== RECORDS PROVIDED
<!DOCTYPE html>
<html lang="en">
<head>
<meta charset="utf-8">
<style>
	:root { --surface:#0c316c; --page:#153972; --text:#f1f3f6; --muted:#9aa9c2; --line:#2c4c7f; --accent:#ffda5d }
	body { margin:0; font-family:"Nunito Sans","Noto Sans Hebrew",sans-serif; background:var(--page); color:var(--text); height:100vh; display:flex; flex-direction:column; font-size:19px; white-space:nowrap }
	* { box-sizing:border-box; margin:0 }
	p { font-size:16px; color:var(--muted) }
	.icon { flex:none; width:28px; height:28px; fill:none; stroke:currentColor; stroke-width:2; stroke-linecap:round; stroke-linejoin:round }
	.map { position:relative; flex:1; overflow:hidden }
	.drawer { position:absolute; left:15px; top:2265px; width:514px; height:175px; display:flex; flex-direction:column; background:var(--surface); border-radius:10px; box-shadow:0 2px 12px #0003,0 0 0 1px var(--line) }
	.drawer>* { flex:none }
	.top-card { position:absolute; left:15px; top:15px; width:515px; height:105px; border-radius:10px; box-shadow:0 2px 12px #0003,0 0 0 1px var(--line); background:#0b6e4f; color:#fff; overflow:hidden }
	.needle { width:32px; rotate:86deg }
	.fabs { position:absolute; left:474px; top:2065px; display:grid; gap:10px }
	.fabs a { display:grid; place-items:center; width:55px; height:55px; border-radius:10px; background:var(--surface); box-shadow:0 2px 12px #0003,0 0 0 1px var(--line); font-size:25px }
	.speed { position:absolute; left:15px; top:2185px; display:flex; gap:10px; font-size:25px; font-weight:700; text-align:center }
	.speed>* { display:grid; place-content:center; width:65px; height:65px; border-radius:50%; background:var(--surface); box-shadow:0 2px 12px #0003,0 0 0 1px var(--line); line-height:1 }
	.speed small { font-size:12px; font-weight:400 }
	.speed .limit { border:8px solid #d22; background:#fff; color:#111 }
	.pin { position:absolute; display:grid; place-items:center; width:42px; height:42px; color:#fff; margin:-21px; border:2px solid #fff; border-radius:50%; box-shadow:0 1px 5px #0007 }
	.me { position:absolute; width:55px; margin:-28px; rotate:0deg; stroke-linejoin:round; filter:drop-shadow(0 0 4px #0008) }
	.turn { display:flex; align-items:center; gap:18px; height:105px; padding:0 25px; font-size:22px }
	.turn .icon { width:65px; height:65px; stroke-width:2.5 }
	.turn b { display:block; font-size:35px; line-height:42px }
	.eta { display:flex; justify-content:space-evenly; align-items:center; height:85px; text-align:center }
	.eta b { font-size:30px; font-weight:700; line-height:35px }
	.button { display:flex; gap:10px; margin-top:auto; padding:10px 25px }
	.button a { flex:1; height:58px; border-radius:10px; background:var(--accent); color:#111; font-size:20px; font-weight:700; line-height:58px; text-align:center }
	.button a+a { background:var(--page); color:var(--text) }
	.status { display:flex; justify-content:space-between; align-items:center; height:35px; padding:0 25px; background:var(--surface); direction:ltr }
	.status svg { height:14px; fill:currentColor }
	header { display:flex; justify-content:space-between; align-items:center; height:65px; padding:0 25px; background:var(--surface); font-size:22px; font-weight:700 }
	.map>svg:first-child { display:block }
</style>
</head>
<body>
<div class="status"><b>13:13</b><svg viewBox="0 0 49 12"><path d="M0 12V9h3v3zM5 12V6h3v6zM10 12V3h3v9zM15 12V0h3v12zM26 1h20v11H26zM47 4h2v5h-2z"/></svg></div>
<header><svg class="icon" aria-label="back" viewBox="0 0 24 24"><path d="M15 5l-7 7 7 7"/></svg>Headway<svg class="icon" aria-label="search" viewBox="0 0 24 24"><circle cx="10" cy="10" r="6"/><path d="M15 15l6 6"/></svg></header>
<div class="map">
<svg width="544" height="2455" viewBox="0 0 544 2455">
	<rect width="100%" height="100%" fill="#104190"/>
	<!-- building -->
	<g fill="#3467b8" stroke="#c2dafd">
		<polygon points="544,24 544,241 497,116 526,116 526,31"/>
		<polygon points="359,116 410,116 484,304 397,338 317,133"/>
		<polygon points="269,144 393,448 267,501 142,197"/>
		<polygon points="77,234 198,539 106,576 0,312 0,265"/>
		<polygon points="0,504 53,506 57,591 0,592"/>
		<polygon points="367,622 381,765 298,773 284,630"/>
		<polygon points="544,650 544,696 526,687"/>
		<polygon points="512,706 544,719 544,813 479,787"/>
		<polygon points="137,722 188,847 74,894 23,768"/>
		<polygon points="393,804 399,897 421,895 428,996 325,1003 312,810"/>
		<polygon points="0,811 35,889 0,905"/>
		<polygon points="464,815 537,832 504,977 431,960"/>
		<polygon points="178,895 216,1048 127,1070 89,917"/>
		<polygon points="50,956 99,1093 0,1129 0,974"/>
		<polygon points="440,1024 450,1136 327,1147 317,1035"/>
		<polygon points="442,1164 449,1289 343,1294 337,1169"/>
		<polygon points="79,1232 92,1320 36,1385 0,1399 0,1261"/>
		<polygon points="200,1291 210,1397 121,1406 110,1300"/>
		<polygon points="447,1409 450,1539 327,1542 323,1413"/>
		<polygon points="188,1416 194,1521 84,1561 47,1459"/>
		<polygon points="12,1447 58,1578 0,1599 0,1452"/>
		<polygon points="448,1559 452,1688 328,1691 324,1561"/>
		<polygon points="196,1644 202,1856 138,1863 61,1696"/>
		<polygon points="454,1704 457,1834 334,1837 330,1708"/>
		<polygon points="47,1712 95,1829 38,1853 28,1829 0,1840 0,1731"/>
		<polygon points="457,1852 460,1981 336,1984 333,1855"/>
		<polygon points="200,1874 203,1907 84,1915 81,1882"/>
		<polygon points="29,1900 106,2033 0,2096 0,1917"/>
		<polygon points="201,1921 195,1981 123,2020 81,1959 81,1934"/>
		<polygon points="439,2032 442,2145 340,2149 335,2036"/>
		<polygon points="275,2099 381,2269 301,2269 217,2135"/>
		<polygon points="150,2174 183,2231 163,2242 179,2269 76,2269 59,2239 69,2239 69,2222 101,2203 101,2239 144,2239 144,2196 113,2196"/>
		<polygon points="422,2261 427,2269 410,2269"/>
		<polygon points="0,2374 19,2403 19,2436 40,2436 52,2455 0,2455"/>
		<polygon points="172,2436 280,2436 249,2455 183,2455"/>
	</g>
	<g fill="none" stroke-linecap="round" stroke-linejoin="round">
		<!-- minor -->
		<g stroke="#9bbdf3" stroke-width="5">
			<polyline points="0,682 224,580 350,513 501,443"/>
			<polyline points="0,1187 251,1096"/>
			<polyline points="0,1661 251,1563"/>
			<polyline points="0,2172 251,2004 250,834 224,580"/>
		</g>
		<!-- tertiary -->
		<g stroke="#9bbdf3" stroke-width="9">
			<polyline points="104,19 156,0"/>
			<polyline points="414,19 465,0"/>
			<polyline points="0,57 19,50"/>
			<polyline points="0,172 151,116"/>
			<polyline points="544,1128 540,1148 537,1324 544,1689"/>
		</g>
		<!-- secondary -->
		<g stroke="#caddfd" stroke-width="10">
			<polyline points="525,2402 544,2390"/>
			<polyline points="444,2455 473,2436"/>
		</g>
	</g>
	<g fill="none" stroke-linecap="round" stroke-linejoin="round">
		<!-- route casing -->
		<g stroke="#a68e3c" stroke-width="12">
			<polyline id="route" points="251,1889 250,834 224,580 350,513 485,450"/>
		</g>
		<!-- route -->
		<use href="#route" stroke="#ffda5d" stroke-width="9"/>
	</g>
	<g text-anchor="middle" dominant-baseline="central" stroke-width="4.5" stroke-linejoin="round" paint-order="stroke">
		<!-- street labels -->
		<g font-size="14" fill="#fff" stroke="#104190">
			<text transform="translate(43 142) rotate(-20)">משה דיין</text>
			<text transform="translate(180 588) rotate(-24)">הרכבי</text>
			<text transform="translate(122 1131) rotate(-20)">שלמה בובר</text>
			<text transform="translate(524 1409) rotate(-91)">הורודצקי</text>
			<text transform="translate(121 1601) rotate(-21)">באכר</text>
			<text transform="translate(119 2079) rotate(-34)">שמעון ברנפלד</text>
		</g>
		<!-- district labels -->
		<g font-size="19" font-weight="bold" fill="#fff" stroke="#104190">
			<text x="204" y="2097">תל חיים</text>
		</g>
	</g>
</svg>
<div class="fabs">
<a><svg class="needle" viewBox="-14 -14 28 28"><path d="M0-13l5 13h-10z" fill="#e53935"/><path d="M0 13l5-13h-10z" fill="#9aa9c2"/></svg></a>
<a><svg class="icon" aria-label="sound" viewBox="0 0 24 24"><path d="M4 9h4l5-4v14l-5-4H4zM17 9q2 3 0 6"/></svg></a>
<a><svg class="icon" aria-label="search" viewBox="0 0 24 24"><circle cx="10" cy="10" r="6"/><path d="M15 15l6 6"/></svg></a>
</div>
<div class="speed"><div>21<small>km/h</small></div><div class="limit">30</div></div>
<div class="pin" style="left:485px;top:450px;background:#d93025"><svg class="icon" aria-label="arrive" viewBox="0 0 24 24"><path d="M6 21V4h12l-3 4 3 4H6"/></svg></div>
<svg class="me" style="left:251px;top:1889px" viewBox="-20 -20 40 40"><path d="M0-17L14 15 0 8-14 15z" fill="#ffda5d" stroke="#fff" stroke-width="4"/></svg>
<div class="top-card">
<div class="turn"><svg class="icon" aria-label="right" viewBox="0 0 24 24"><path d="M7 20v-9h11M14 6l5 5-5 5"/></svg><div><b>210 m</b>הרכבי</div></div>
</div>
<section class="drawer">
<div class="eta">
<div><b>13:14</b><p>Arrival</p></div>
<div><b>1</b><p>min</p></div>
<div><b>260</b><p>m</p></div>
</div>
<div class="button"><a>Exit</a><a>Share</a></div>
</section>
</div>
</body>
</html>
====
TASK BRIEF: All lines with the string "fabs" must be copied from the data.

SOLUTION FOR THIS TASK:
	.fabs { position:absolute; left:474px; top:2065px; display:grid; gap:10px }
	.fabs a { display:grid; place-items:center; width:55px; height:55px; border-radius:10px; background:var(--surface); box-shadow:0 2px 12px #0003,0 0 0 1px var(--line); font-size:25px }
<div class="fabs">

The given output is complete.